THE STATE OF TEXAS, Appellee
On Appeal from the 124th Judicial District Court
Gregg County, Texas
Trial Court No. 37595-B
Before Morriss, C.J., Carter and Moseley, JJ.
Opinion by Justice Moseley
O P I N I O N
Gerald Millard Marsh appeals his conviction for manslaughter of Felicia Smith, sentence of fifteen years’ imprisonment, and fine of $10,000.00 on the sole ground that the trial court erred in denying Marsh the right to introduce evidence of the juvenile record of Marcus Smith, a witness. We affirm the trial court’s judgment.
The following facts are not in dispute. Felicia was staying with Marsh in his home. During the night, Marcus and his friend Keith Bates paid a visit to Felicia to “[s]ee if she wanted to come drink with us.” Marsh answered the knocking at the door and announced that he did not want Marcus in his home and desired that he leave. A fracas arose among the people who were there (with Marsh fighting both Felicia and Marcus), ending up with Felicia, Marcus, and Bates being located on the front yard and Marsh inside the house. Marsh retrieved a gun from within the home, and seeing a “silver thing” in Felicia’s hand which he said he believed at the time might have been a pistol, fired several shots through the open front door,[1] resulting in the gunshot death of Felicia.
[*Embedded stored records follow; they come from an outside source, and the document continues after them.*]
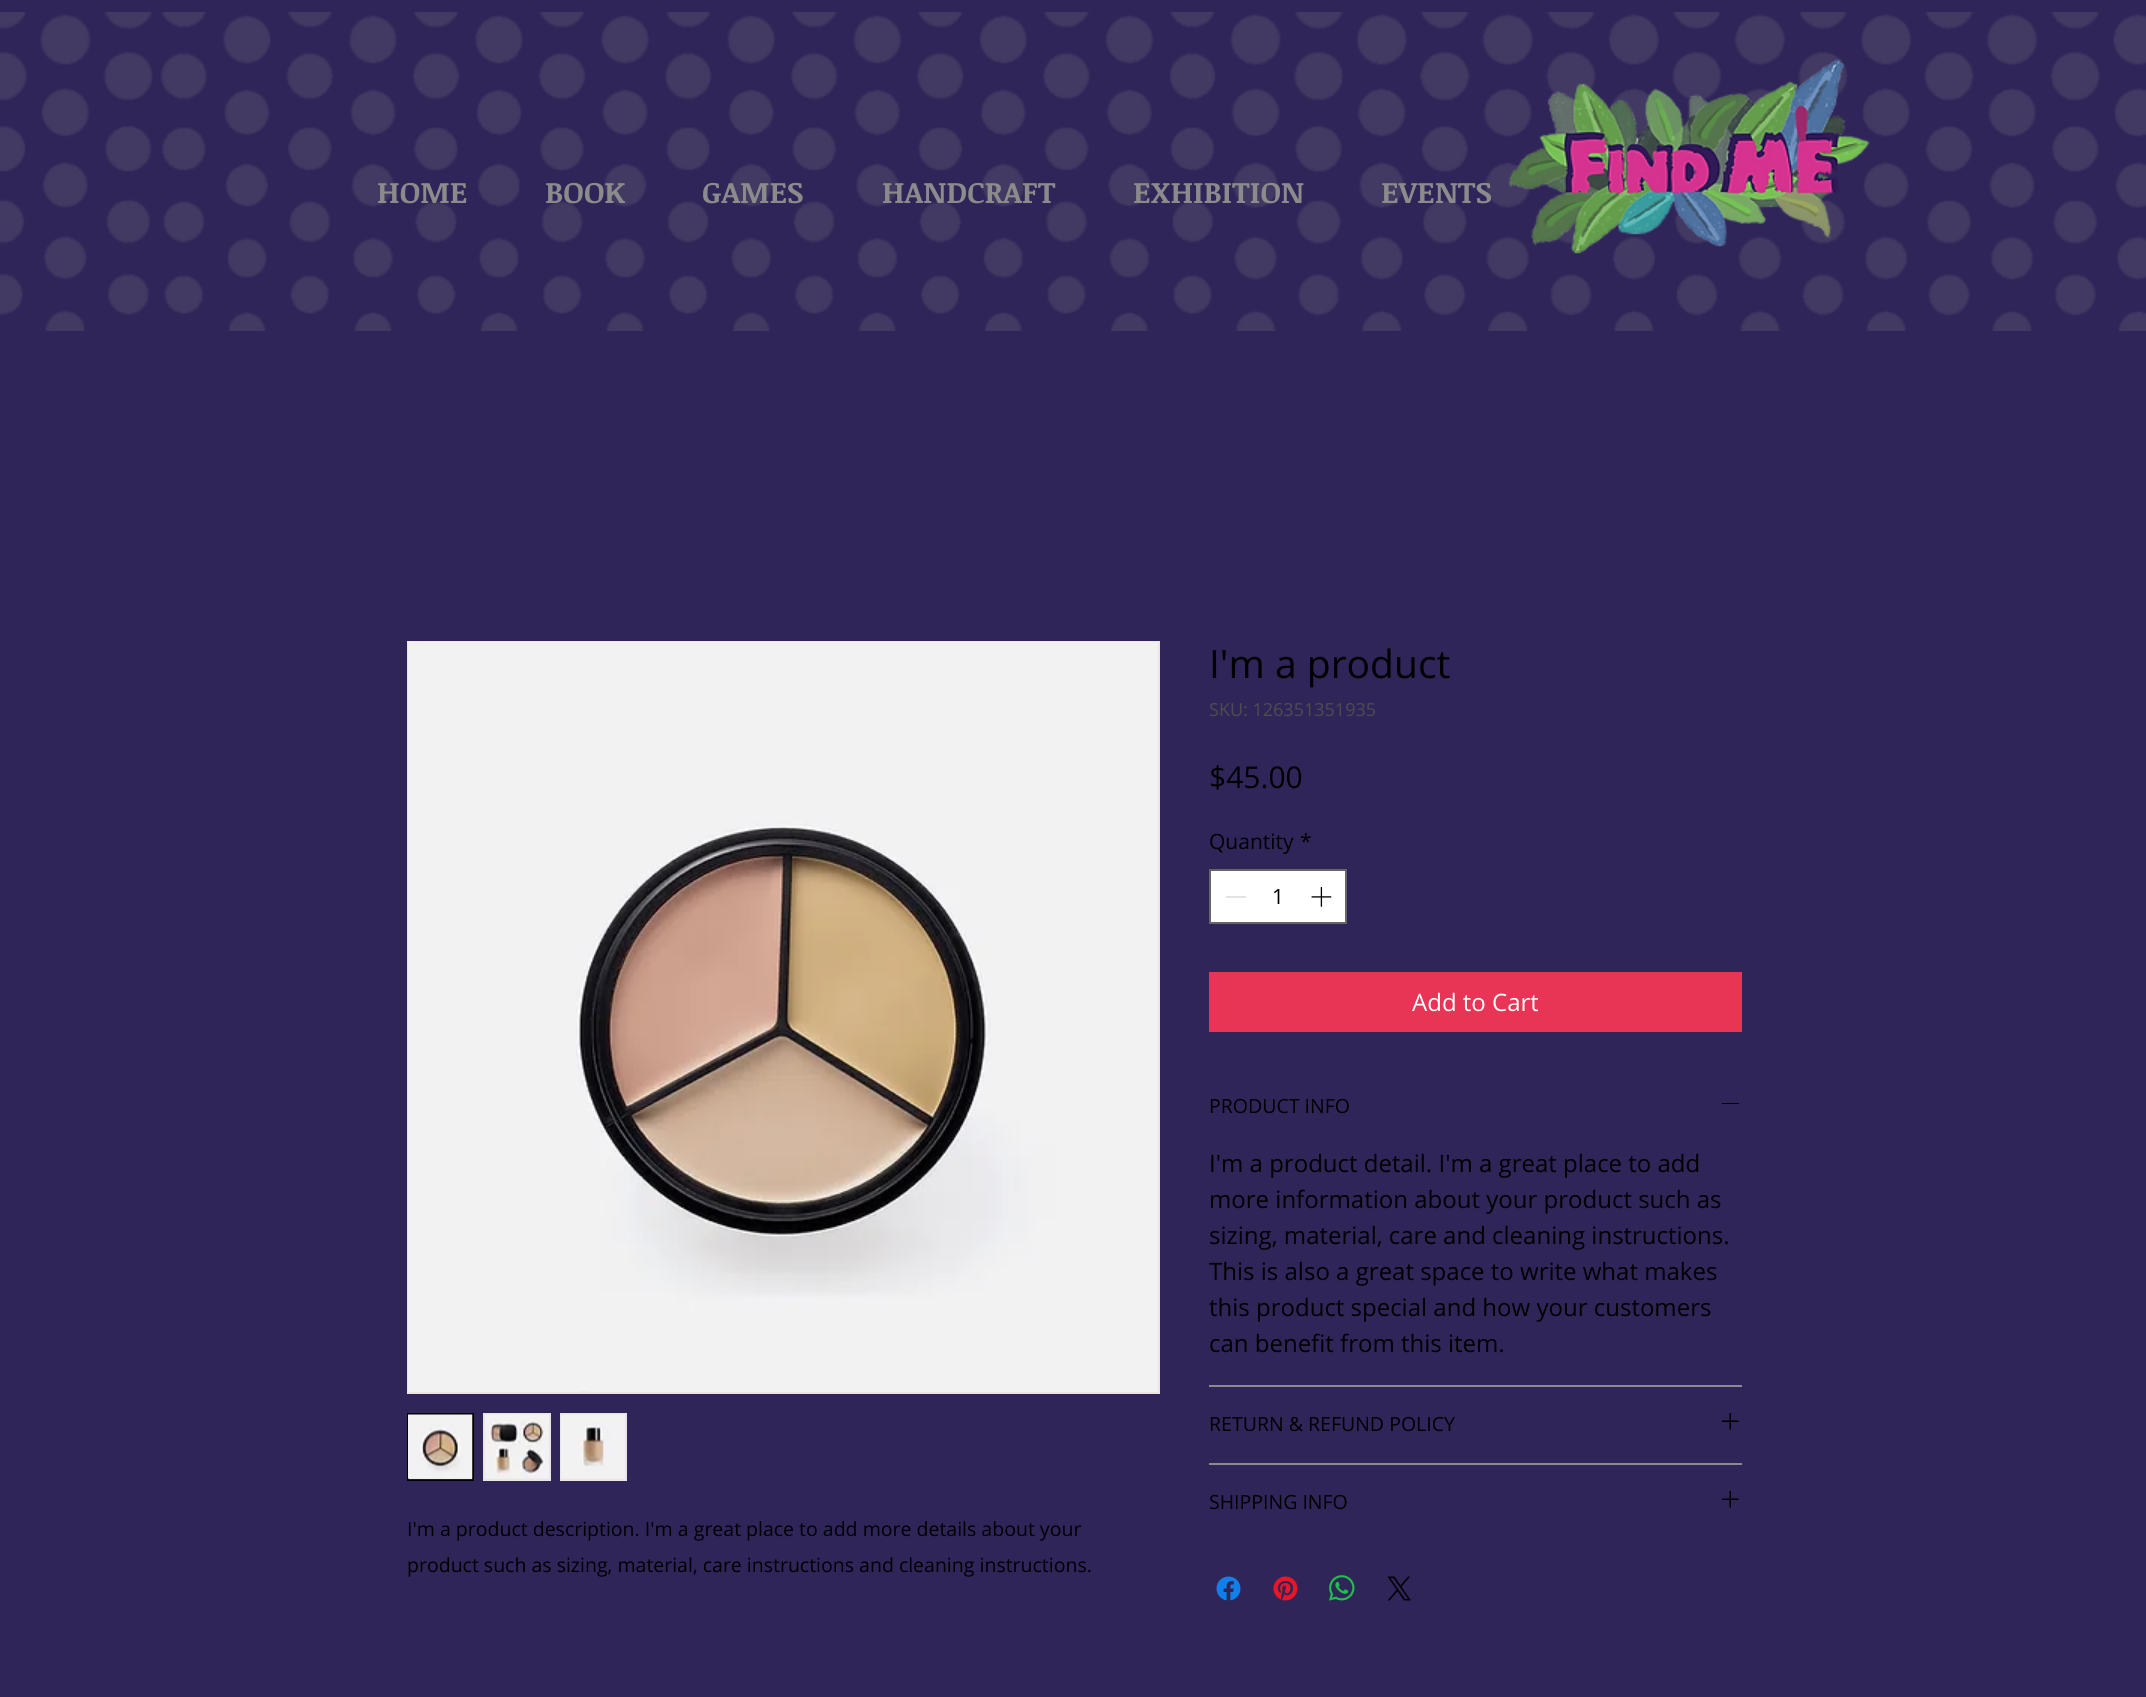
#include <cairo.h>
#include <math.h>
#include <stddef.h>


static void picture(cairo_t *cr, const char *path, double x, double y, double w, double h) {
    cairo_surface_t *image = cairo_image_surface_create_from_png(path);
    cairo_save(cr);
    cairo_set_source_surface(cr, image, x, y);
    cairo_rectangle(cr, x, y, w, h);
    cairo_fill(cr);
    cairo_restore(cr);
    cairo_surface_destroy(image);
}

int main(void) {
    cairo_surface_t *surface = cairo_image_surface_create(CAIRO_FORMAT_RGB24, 2146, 1697);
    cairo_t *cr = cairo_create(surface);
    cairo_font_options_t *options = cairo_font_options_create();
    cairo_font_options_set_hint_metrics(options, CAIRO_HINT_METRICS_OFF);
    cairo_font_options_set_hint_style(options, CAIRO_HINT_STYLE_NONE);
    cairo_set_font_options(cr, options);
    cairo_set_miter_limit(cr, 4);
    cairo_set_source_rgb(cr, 0.184, 0.145, 0.349);
    cairo_paint(cr);
    picture(cr, "img1.png", 0, 12, 153, 319);
    picture(cr, "img2.png", 160, 12, 1986, 319);
    cairo_select_font_face(cr, "Noticia Text", CAIRO_FONT_SLANT_NORMAL, CAIRO_FONT_WEIGHT_BOLD);
    cairo_set_font_size(cr, 30);
    cairo_set_source_rgb(cr, 0.545, 0.545, 0.545);
    cairo_move_to(cr, 377, 203);
    cairo_show_text(cr, "HOME");
    cairo_move_to(cr, 545, 203);
    cairo_show_text(cr, "BOOK");
    cairo_move_to(cr, 702, 203);
    cairo_show_text(cr, "GAMES");
    cairo_move_to(cr, 882, 203);
    cairo_show_text(cr, "HANDCRAFT");
    cairo_move_to(cr, 1133, 203);
    cairo_show_text(cr, "EXHIBITION");
    cairo_move_to(cr, 1381, 203);
    cairo_show_text(cr, "EVENTS");
    picture(cr, "img3.png", 1508, 59, 362, 195);
    cairo_select_font_face(cr, "Open Sans", CAIRO_FONT_SLANT_NORMAL, CAIRO_FONT_WEIGHT_NORMAL);
    cairo_set_font_size(cr, 39);
    cairo_set_source_rgb(cr, 0, 0, 0);
    cairo_move_to(cr, 1209, 678);
    cairo_show_text(cr, "I'm a product");
    cairo_set_font_size(cr, 18);
    cairo_set_source_rgb(cr, 0.302, 0.302, 0.302);
    cairo_move_to(cr, 1209, 716);
    cairo_show_text(cr, "SKU: 126351351935");
    cairo_set_font_size(cr, 30);
    cairo_set_source_rgb(cr, 0, 0, 0);
    cairo_move_to(cr, 1209, 788);
    cairo_show_text(cr, "$45.00");
    cairo_set_font_size(cr, 21);
    cairo_move_to(cr, 1209, 849);
    cairo_show_text(cr, "Quantity");
    cairo_move_to(cr, 1300, 849);
    cairo_show_text(cr, "*");
    cairo_set_source_rgb(cr, 1, 1, 1);
    cairo_rectangle(cr, 1210, 870, 136, 53);
    cairo_fill_preserve(cr);
    cairo_set_source_rgb(cr, 0.4, 0.4, 0.4);
    cairo_stroke(cr);
    cairo_set_source_rgb(cr, 0.89, 0.89, 0.89);
    cairo_rectangle(cr, 1226, 896, 20, 2);
    cairo_fill(cr);
    cairo_set_source_rgb(cr, 0, 0, 0);
    cairo_move_to(cr, 1272, 904);
    cairo_show_text(cr, "1");
    picture(cr, "img4.png", 1311, 887, 21, 20);
    cairo_set_source_rgb(cr, 0.91, 0.208, 0.337);
    cairo_rectangle(cr, 1209, 972, 533, 60);
    cairo_fill(cr);
    cairo_set_font_size(cr, 24);
    cairo_set_source_rgb(cr, 1, 1, 1);
    cairo_move_to(cr, 1412, 1011);
    cairo_show_text(cr, "Add to Cart");
    cairo_set_source_rgb(cr, 0.545, 0.545, 0.545);
    cairo_rectangle(cr, 1209, 1385, 533, 2);
    cairo_fill(cr);
    cairo_set_font_size(cr, 19.5);
    cairo_set_source_rgb(cr, 0, 0, 0);
    cairo_move_to(cr, 1209, 1113);
    cairo_show_text(cr, "PRODUCT INFO");
    cairo_rectangle(cr, 1722, 1103, 17, 1);
    cairo_fill(cr);
    cairo_set_font_size(cr, 24);
    cairo_move_to(cr, 1209, 1172);
    cairo_show_text(cr, "I'm a product detail. I'm a great place to add");
    cairo_move_to(cr, 1209, 1208);
    cairo_show_text(cr, "more information about your product such as");
    cairo_move_to(cr, 1209, 1244);
    cairo_show_text(cr, "sizing, material, care and cleaning instructions.");
    cairo_move_to(cr, 1209, 1280);
    cairo_show_text(cr, "This is also a great space to write what makes");
    cairo_move_to(cr, 1209, 1316);
    cairo_show_text(cr, "this product special and how your customers");
    cairo_move_to(cr, 1209, 1352);
    cairo_show_text(cr, "can benefit from this item.");
    cairo_set_source_rgb(cr, 0.545, 0.545, 0.545);
    cairo_rectangle(cr, 1209, 1463, 533, 2);
    cairo_fill(cr);
    cairo_set_font_size(cr, 19.5);
    cairo_set_source_rgb(cr, 0, 0, 0);
    cairo_move_to(cr, 1209, 1431);
    cairo_show_text(cr, "RETURN & REFUND POLICY");
    picture(cr, "img5.png", 1722, 1413, 17, 17);
    cairo_move_to(cr, 1209, 1509);
    cairo_show_text(cr, "SHIPPING INFO");
    picture(cr, "img5.png", 1722, 1491, 17, 17);
    picture(cr, "img6.png", 1216, 1576, 25, 25);
    picture(cr, "img7.png", 1273, 1576, 25, 25);
    picture(cr, "img8.png", 1329, 1575, 26, 26);
    picture(cr, "img9.png", 1387, 1576, 24, 25);
    cairo_rectangle(cr, 408, 642, 751, 751);
    cairo_set_source_rgb(cr, 0.918, 0.898, 0.898);
    cairo_stroke(cr);
    picture(cr, "img10.png", 408, 642, 750, 750);
    cairo_rectangle(cr, 409, 1478, 63, 1);
    cairo_fill(cr);
    cairo_rectangle(cr, 408, 1414, 65, 66);
    cairo_set_source_rgb(cr, 0, 0, 0);
    cairo_stroke(cr);
    picture(cr, "img11.png", 408, 1414, 65, 66);
    cairo_set_source_rgb(cr, 0.918, 0.898, 0.898);
    cairo_rectangle(cr, 483, 1413, 68, 68);
    cairo_fill(cr);
    picture(cr, "img12.png", 485, 1414, 64, 65);
    cairo_rectangle(cr, 560, 1413, 67, 68);
    cairo_fill(cr);
    picture(cr, "img13.png", 561, 1414, 64, 65);
    cairo_set_source_rgb(cr, 0, 0, 0);
    cairo_move_to(cr, 407, 1536);
    cairo_show_text(cr, "I'm a product description. I'm a great place to add more details about your");
    cairo_move_to(cr, 407, 1572);
    cairo_show_text(cr, "product such as sizing, material, care instructions and cleaning instructions.");
    cairo_surface_write_to_png(surface, "page.png");
    cairo_font_options_destroy(options);
    cairo_destroy(cr);
    cairo_surface_destroy(surface);
    return 0;
}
As to the death of Felicia, Marsh was charged with murder, manslaughter, and aggravated assault; he was also charged with the aggravated assault with a deadly weapon of Marcus.[2] The charges against Marsh as to the alleged crimes against Felicia and the crime against Marcus were tried together. Marsh asserted a self-defense claim, testifying that Marcus and Felicia assaulted him after Marcus was asked to leave. Marsh wanted to introduce, through his own direct testimony, a juvenile adjudication on Marcus’ record for attempted capital murder.[3] The purpose stated at trial for the introduction of the records was to establish that his fear of Marcus was reasonable. The trial court allowed Marsh to testify to Marcus’ character through opinion and reputation testimony, but ruled the juvenile adjudication and underlying facts of the attempted capital murder inadmissible. Marsh complains that the trial court’s ruling “denying the defendant the right to cross examine Marcus Smith about his juvenile adjudication for attempted capital murder in light of defendant’s claim of self-defense” was in error.[4]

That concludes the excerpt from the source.